There have been multiple eras of my life where I had a circle of friends (people I hung out with) but I have always been my best friend. I never lost interest in having good amounts of alone time. I never found myself bored with myself or disinterested in my solitary hobbies, even while I had those friends. And I made efforts to have and enjoy that alone time.

I wish having a choice to spend time with friends came as easy for me as having the choice to be alone. I'd have that balance I crave. The problem is making friends is far more difficult for me at this stage of life than it has ever been. 30, been out of school for many years, and kind of... different. lol!

Interesting... its possible that when I had no friends, I made myself like being alone, sort of like a defense mechanism. In college, especially the first year, I did make an effort to come out of my shell, and be around people (even if they weren't my type, though I ignored that). After willing myself to be more social, I would still enjoy my solitary time. Although looking back, if I was ever by myself in the dorms, and I heard yelling/drinking/partying coming from my neighbors, it wouldn't matter what I was doing: it would always make me feel a bit down.

Nowadays, its a bit different: there have been times where I've turned down offers to hang out with friends, just because I wasn't 'feeling' it.

Maybe I just crave being invited, or being kept in contact with... or, maybe its because since a lot of my 'alone' time is spent 'killing time', rather than doing anything productive, I have more chances to think about my shortcomings... the psychological possibilities seem endless!

I have tried a few hobbies in the past: sketching, starting a collection, etc... the problem is, nowadays its hard to stay motivated with this stuff either. I guess its one of the problems of being the 'Facebook' generation: a very short attention span :( Its one of the reasons why I'm taking a beginner guitar course in the spring: maybe that will add some flavor to my "me" time.
 
Dude I hear you. I was basically the same in high school. My last 2 years I spent them basically alone after school (the first 2 also but I had a friend in my apartment complex that I would hang out with from time to time). I sat on the computer a lot, I watched tv alot, I made a lot of drawings and filled several sketchbooks.

I had a small circle of friends in school. But I rarely saw them after school. It was also due to my anxious nature. And no matter how big a crush I had on a girl, it wasn't enough to motivate me to be more social. I regret that.

When I started college I ended up hanging with some of those same friends from high school. I've been in college for like 4 years now and not once have I hanged out with a friend I've made from both colleges I've been too.

However, over time I stopped hanging out with these friends because it was too routine and I found their interests didn't interest me.

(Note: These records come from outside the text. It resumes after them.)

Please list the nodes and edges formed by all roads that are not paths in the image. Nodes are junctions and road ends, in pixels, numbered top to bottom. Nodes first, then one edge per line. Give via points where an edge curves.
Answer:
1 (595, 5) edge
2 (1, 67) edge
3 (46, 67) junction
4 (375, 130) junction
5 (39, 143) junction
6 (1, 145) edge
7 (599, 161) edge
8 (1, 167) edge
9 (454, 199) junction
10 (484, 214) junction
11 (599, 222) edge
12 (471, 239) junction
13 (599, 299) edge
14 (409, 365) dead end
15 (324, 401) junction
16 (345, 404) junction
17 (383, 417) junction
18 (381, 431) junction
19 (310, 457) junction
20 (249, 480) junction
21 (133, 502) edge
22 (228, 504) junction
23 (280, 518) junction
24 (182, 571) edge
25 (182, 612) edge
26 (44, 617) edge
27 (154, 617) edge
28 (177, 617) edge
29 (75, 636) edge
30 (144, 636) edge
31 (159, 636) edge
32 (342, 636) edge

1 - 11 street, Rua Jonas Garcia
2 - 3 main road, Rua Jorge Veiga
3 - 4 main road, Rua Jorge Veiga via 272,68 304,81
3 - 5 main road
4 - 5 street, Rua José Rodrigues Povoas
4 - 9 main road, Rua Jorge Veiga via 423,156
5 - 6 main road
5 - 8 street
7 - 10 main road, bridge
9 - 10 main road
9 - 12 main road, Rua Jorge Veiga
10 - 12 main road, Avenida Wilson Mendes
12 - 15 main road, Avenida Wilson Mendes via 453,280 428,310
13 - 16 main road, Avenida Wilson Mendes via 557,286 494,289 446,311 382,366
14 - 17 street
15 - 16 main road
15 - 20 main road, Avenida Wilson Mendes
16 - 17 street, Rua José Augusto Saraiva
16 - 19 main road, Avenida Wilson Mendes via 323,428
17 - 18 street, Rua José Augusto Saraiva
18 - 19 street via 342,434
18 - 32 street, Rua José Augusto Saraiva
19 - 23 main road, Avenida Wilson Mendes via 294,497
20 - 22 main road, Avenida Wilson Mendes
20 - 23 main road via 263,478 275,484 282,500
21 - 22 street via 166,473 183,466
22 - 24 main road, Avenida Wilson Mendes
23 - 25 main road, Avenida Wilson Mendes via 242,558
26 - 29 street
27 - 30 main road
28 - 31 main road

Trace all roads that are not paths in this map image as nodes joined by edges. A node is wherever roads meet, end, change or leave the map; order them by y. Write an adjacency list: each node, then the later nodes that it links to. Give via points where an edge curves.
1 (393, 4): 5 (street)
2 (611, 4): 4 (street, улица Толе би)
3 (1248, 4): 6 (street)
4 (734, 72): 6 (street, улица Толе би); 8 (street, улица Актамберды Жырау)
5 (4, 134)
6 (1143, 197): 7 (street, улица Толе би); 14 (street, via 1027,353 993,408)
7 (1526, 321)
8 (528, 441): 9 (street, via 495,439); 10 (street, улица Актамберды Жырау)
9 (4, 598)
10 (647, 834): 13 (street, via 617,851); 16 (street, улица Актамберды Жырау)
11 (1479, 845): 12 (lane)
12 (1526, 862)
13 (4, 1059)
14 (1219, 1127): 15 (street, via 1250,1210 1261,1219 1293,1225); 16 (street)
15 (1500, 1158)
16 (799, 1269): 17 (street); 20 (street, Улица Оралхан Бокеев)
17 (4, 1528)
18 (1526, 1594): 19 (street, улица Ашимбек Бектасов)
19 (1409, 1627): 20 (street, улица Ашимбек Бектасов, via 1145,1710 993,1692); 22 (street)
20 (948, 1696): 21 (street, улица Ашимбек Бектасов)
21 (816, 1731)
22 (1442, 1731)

I am 22 now and I'm still at home a lot despite the fact that I have one female friend calling me every week and she lives like 15 mins away (and some high school buddies I talk to online almost everyday).

All I think about is hanging out with her (but that's another problem, she seems to be on another planet right now) or just trying to change a bit. It's interfering with my studies, my hobbies, and my motivation. I exercise. I go to the park to try and lift my mood but it only does so much.

My brother who is 16 is worse than me in some perspectives. I have never seen him depressed or anything but besides school, he doesn't leave the house for anything. He watches tv all day and uses the computer. He has no online chat program and at least hasn't even asked me to install one so he can talk to his high school friends.

It's a bad cycle that needs to end. I'm a bad role model too.
 
I used to be happy being alone.

I've been homeschooled for almost two years now. My first year, I was happy being alone, all day inside, no friends or anything. For the start of my second year and up to now, its like a gnawing feeling every single day. I plan on not being homeschooled anymore and will rejoin school during my last two years of High School.

I, like you, look forward to college to make friends and make a girlfriend.